[Data items]
--
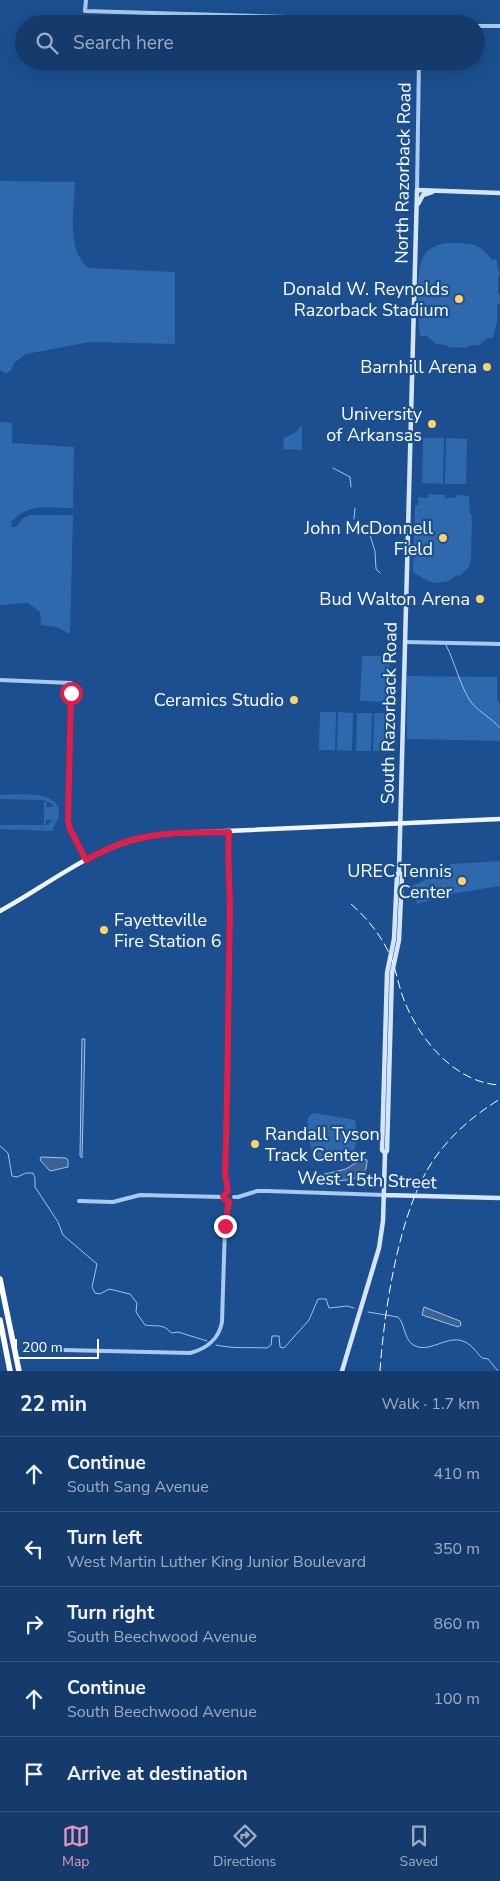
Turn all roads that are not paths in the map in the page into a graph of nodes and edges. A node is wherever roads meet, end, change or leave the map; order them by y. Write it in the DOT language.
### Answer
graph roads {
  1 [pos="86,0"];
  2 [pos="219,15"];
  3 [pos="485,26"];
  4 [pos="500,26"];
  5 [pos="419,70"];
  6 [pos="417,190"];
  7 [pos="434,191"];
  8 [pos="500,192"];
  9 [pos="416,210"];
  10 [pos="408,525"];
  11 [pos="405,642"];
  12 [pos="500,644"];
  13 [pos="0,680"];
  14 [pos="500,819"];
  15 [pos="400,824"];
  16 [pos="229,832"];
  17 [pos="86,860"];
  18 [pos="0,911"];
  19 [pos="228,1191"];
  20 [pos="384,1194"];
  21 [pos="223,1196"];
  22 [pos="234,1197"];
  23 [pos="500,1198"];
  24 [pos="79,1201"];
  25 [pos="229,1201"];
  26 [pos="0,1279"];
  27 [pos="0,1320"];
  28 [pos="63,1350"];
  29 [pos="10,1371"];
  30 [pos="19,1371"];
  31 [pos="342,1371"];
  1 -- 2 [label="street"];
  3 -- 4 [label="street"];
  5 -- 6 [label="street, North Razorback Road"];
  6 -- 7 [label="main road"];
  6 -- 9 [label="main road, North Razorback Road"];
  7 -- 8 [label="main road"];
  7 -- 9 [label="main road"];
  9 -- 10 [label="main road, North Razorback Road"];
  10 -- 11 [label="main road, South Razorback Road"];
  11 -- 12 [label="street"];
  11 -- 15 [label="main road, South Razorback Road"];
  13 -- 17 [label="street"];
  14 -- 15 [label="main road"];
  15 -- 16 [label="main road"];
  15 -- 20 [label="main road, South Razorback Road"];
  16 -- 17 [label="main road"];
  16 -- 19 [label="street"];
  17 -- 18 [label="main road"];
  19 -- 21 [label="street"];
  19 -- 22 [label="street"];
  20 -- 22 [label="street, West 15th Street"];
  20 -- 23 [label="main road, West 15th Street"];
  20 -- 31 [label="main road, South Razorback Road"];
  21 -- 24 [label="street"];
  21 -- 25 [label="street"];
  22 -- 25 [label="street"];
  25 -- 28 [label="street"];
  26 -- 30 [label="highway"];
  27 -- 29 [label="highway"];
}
--
• **What is being asked**: All lines above with "highway" in them should be returned.

• **Task response**:
  26 -- 30 [label="highway"];
  27 -- 29 [label="highway"];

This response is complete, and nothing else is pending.